REF 2: Tschirpke, S., Daalman, W. K. G., & Laan, L. (2023a). Data accompanying the publication: Quantification of GTPase cycling rates of GTPases and GTPase : effector mixtures using GTPase Glo assays. 4TU.ResearchData (CC BY-SA 4.0), https://doi.org/10.4121/ac196f25-1c20-4c0c-a0b9-f01cd3fadc45.



--- FOLDER: SEC-MALS ---

The folder contains .txt files with SEC-MALS data. The files follow the following naming convention:  '[protein name(s)]_[YYYYMMDD].txt'.
The data in those files is organized by the following headers:
volume (mL): the elution volume of the size exclusion column at the moment of the dRI measurement.
[protein name(s)][Sequence2] (dRI): dRI measurement values, which is indicative of the concentration of protein at a specific elution volume. 	
volume (mL): the elution volume of the size exclusion column at the moment of the Rayleigh ratio measurement.	
[protein name(s)][Sequence2] (Rayleigh ratio): Rayleigh ratio measurement, which is indicative of the concentration of protein at a specific elution volume.
volume (mL): the elution volume of the size exclusion column used for the molar mass calculation.
[protein name(s)][Sequence2] (Molar mass): is indicative of the calculated molar mass in Da for each elution volume and is based on a combination of the dRI and Rayleigh ratio.

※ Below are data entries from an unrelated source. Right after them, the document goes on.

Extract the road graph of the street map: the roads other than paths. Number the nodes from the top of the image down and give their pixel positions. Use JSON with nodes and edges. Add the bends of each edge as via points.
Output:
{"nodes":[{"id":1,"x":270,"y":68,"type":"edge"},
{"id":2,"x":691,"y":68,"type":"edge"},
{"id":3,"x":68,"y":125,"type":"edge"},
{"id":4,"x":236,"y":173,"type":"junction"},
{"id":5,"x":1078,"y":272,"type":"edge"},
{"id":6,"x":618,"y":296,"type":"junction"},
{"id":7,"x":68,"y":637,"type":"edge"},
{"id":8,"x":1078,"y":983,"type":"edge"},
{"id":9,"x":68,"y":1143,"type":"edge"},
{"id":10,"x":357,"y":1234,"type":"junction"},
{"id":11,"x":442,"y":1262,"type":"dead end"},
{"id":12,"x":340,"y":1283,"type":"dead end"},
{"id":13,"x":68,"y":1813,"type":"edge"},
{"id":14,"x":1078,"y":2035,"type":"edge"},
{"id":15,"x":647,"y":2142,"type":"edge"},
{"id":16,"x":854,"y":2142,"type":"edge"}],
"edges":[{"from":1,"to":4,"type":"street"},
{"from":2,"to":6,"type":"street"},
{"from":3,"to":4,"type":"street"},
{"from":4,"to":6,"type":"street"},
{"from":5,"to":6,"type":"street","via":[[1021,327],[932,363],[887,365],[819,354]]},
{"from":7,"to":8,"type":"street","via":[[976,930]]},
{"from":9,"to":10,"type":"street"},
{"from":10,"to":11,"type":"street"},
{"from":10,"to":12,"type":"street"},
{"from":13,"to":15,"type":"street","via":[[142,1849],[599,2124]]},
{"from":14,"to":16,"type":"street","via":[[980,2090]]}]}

[protein name(s)][Sequence2](dRI) or Rga2[Sequence2](Rayleigh ratio) is indicative of the concentration of protein at a specific elution volume. “[Sequence 2]” means that the full experiment was run in two increments. Likely the first increment was a BSA control where no fraction were collected, while sequence2 contained all runs with the proteins with fraction collection. “dRI / Rayleigh ratio” is indicative of the method used to measure the concentration at each elution volume. “dRI” stands for differential refractive index and measure the difference in refractive index of the sample relative to the buffer to determine the concentration. The “Rayleigh ratio” or “reduced Rayleigh ratio” is indicative of the amount of scattered light due to the protein/analyte relative to the laser intensity. The Rayleigh ratio in combination with the dRI measurement is used to determine the molecular mass. (see page three, subheading “The solution: light scattering” in https://www.wyatt.com/files/literature/white-papers/WP1615-SEC-MALS-for-absolute-biophysical-characterization.pdf if you want a more detailed description). 
There is three different volume columns, because the different measurements are not all done on exactly the same parts of the machine. There is a separate volume column which matches the dRI signal and a separate one for the Rayleigh ratio. The molar mass is only calculated within the peaks that you selected, so here the volume column is only for the specifically selected volumes within selected peaks.

The folder also contains an Jupiter notebook used for plotting (SEC-MALS_plotting.ipynb).